What to work on:
Say how many lines in the records contain the string "Parklane". Nothing but the number should be given.

___ Exercise materials

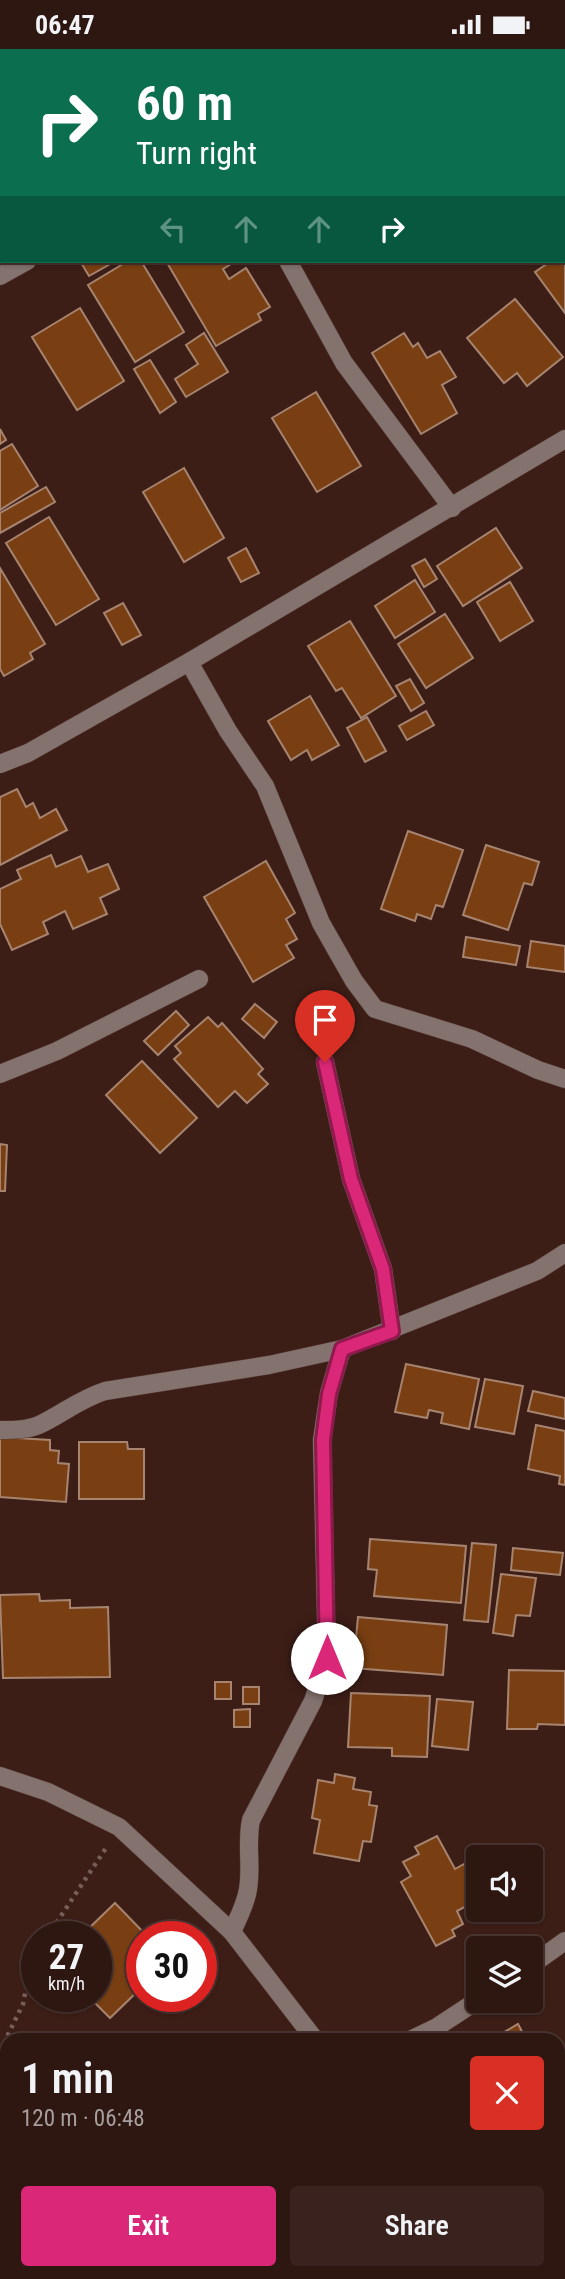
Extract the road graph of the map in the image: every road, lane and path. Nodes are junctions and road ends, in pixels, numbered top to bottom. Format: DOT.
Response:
graph roads {
  1 [pos="23,263"];
  2 [pos="289,263"];
  3 [pos="0,276"];
  4 [pos="565,439"];
  5 [pos="452,507"];
  6 [pos="189,662"];
  7 [pos="0,764"];
  8 [pos="199,979"];
  9 [pos="325,1062"];
  10 [pos="0,1074"];
  11 [pos="565,1079"];
  12 [pos="565,1253"];
  13 [pos="392,1331"];
  14 [pos="342,1349"];
  15 [pos="0,1430"];
  16 [pos="0,1776"];
  17 [pos="119,1826"];
  18 [pos="57,1921"];
  19 [pos="232,1932"];
  20 [pos="565,1941"];
  21 [pos="543,1957"];
  22 [pos="21,2008"];
  23 [pos="466,2008"];
  24 [pos="9,2033"];
  25 [pos="310,2033"];
  26 [pos="425,2033"];
  1 -- 3 [label="street"];
  2 -- 5 [label="street"];
  4 -- 5 [label="street"];
  5 -- 6 [label="street"];
  6 -- 7 [label="street"];
  6 -- 11 [label="street"];
  8 -- 10 [label="street"];
  9 -- 13 [label="street"];
  12 -- 13 [label="street"];
  13 -- 14 [label="street"];
  14 -- 15 [label="street"];
  14 -- 19 [label="street"];
  16 -- 17 [label="street"];
  17 -- 18 [label="path"];
  17 -- 19 [label="street"];
  19 -- 25 [label="street"];
  20 -- 21 [label="street"];
  22 -- 24 [label="path"];
  23 -- 26 [label="street"];
}
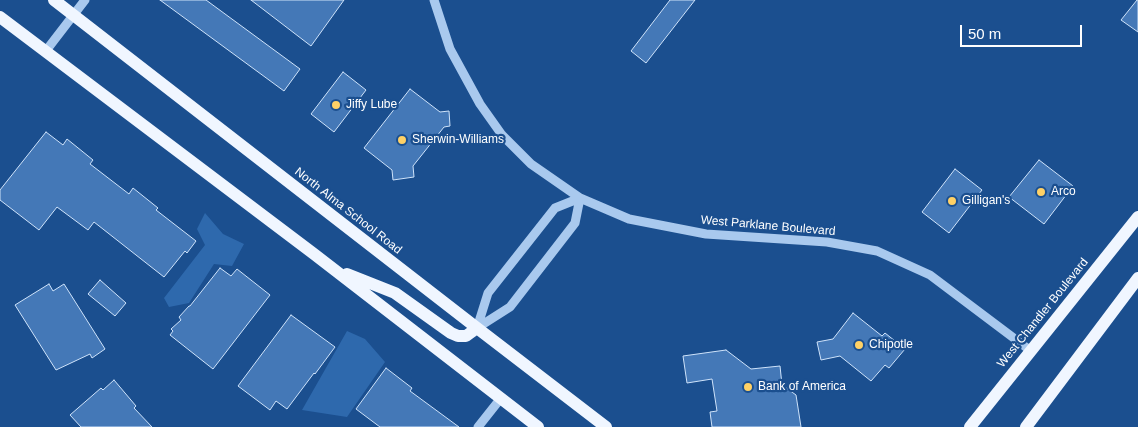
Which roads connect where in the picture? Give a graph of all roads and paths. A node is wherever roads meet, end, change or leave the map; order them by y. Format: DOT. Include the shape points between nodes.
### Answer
graph roads {
  1 [pos="54,0"];
  2 [pos="85,0"];
  3 [pos="434,0"];
  4 [pos="74,15"];
  5 [pos="0,17"];
  6 [pos="45,52"];
  7 [pos="580,198"];
  8 [pos="1138,217"];
  9 [pos="333,269"];
  10 [pos="1138,278"];
  11 [pos="477,328"];
  12 [pos="1031,351"];
  13 [pos="501,398"];
  14 [pos="478,427"];
  15 [pos="538,427"];
  16 [pos="606,427"];
  17 [pos="970,427"];
  18 [pos="1026,427"];
  1 -- 4 [label="main road, North Alma School Road"];
  2 -- 4 [label="street"];
  3 -- 7 [label="street, West Parklane Boulevard" via="450,49 480,104 502,135 530,164"];
  4 -- 6 [label="street"];
  4 -- 11 [label="main road, North Alma School Road"];
  5 -- 6 [label="main road"];
  6 -- 9 [label="main road"];
  7 -- 11 [label="street" via="575,223 510,308"];
  7 -- 11 [label="street" via="555,208 488,293"];
  7 -- 12 [label="street, West Parklane Boulevard" via="629,218 706,234 828,242 877,251 930,275"];
  8 -- 12 [label="main road, West Chandler Boulevard"];
  9 -- 11 [label="main road" via="395,292 458,336 466,336"];
  9 -- 13 [label="main road"];
  10 -- 18 [label="main road"];
  11 -- 16 [label="main road, North Alma School Road"];
  12 -- 17 [label="main road, West Chandler Boulevard"];
  13 -- 14 [label="street"];
  13 -- 15 [label="main road"];
}
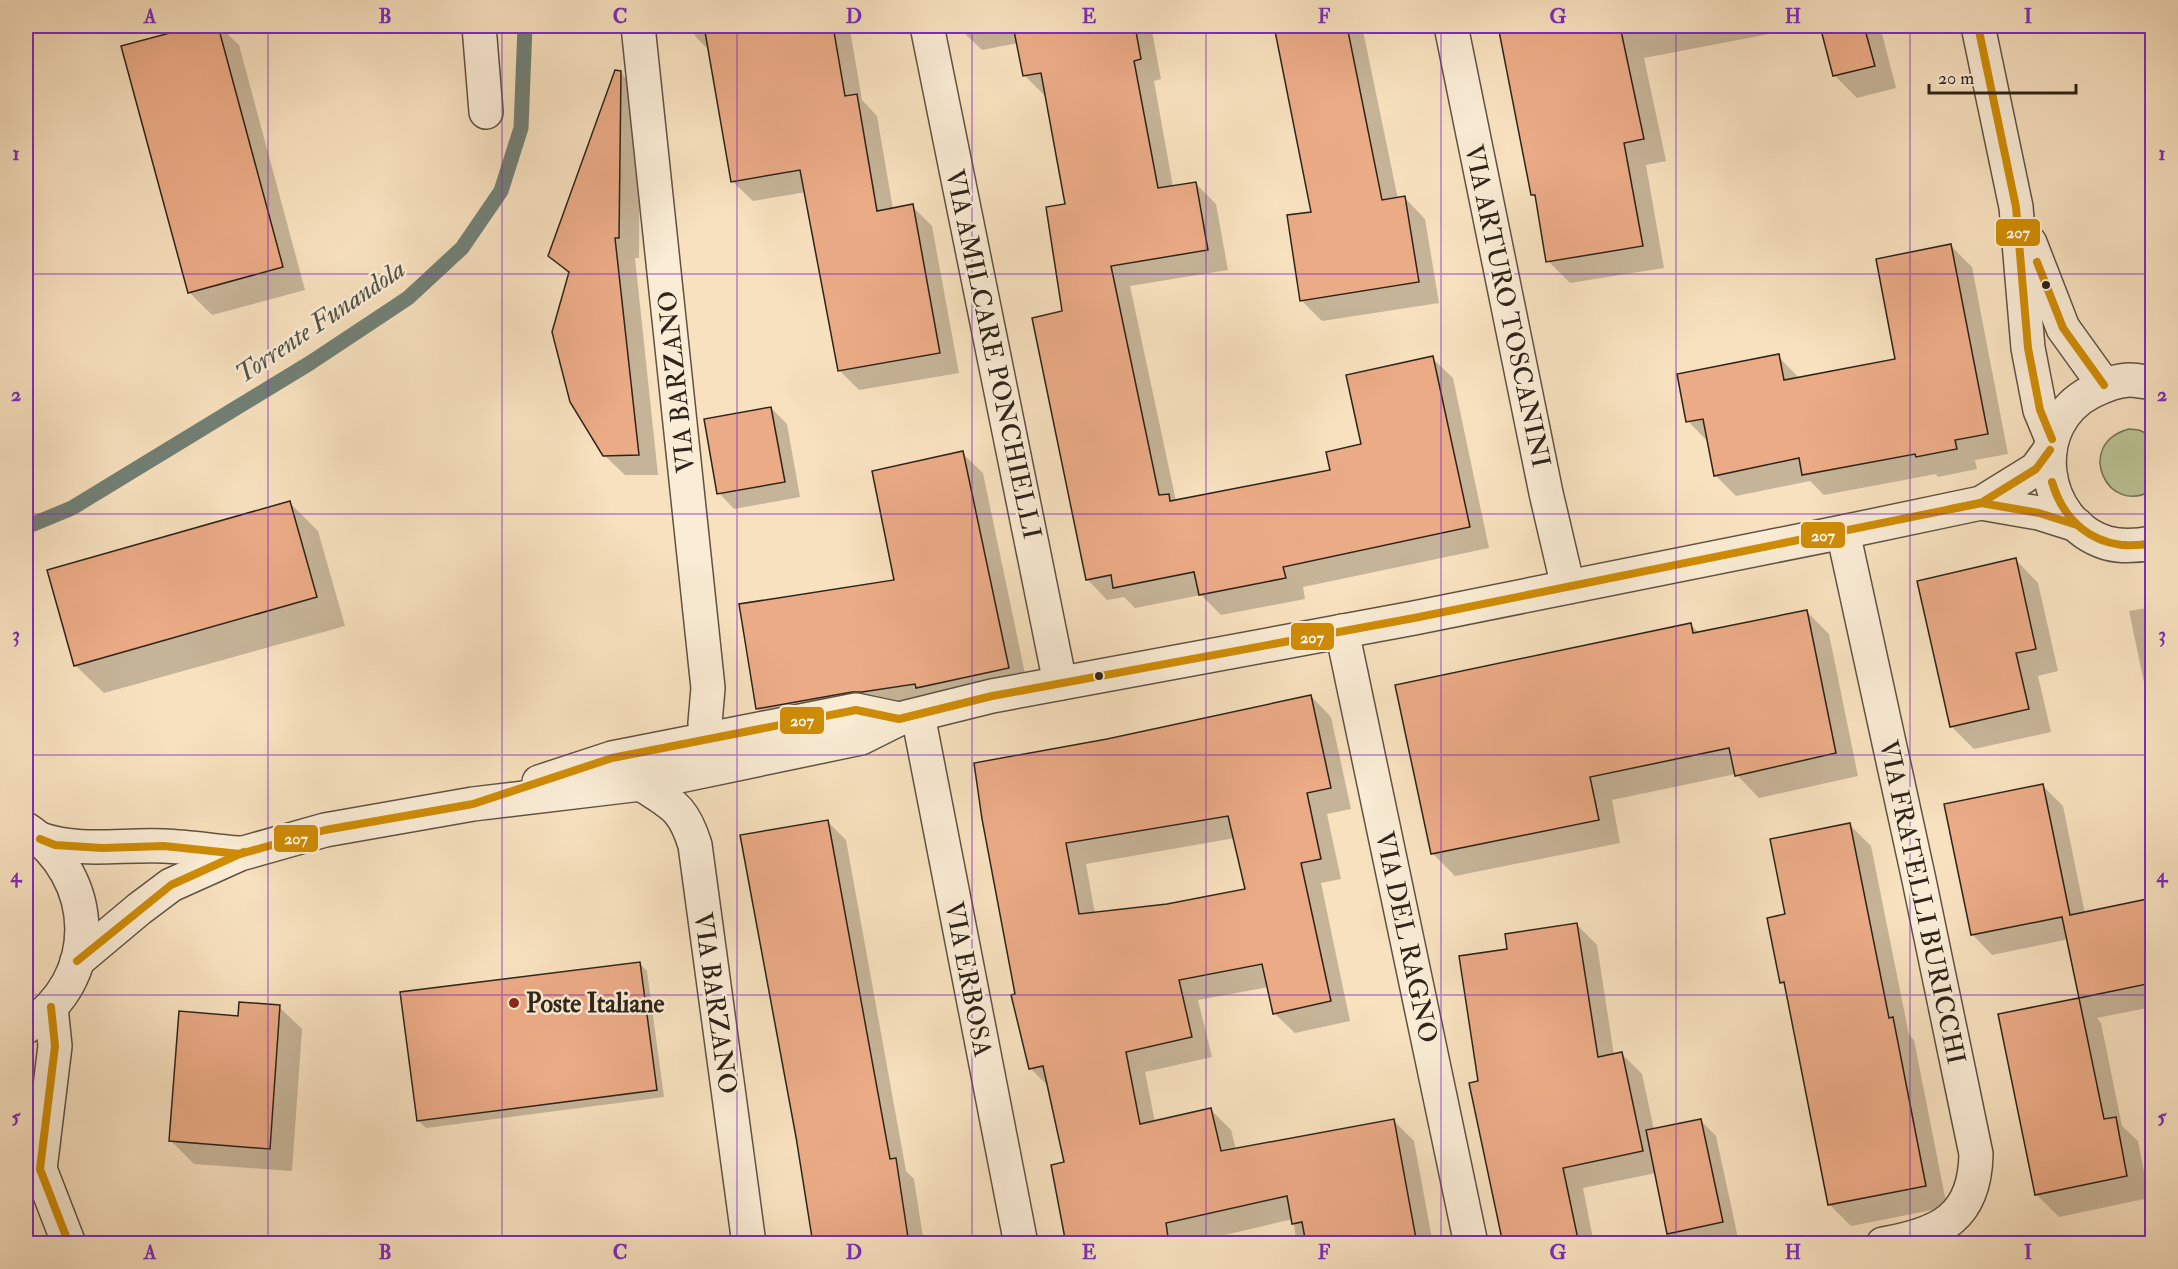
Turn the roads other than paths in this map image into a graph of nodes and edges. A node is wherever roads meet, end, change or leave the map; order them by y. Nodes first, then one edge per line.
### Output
1 (478, 26) edge
2 (638, 26) edge
3 (927, 26) edge
4 (1451, 26) edge
5 (1978, 26) edge
6 (486, 112) dead end
7 (2016, 207) junction
8 (2152, 383) edge
9 (2104, 385) junction
10 (2051, 444) junction
11 (1981, 502) junction
12 (2077, 525) junction
13 (1843, 532) junction
14 (2152, 543) edge
15 (1568, 587) junction
16 (1342, 631) junction
17 (1060, 683) junction
18 (909, 717) junction
19 (707, 739) junction
20 (641, 784) junction
21 (473, 804) junction
22 (33, 834) edge
23 (240, 854) junction
24 (77, 961) junction
25 (51, 1007) junction
26 (26, 1027) edge
27 (33, 1159) edge
28 (1896, 1241) edge
29 (69, 1244) edge
30 (749, 1244) edge
31 (1021, 1244) edge
32 (1471, 1244) edge

1 - 6 street
2 - 19 street, VIA BARZANO
3 - 17 street, VIA AMILCARE PONCHIELLI
4 - 15 street, VIA ARTURO TOSCANINI
5 - 7 street
7 - 9 street
7 - 10 street
8 - 9 street
9 - 10 street
10 - 11 street
10 - 12 street
11 - 12 street
11 - 13 street
12 - 14 street
13 - 15 street
13 - 28 street, VIA FRATELLI BURICCHI
15 - 16 street
16 - 17 street
16 - 32 street, VIA DEL RAGNO
17 - 18 street
18 - 19 street
18 - 20 street
18 - 31 street, VIA ERBOSA
19 - 21 street
20 - 21 street
20 - 30 street, VIA BARZANO
21 - 23 street
22 - 23 street
22 - 24 street
23 - 24 street
24 - 25 street
25 - 26 street
25 - 27 street
27 - 29 street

______

Solution:
2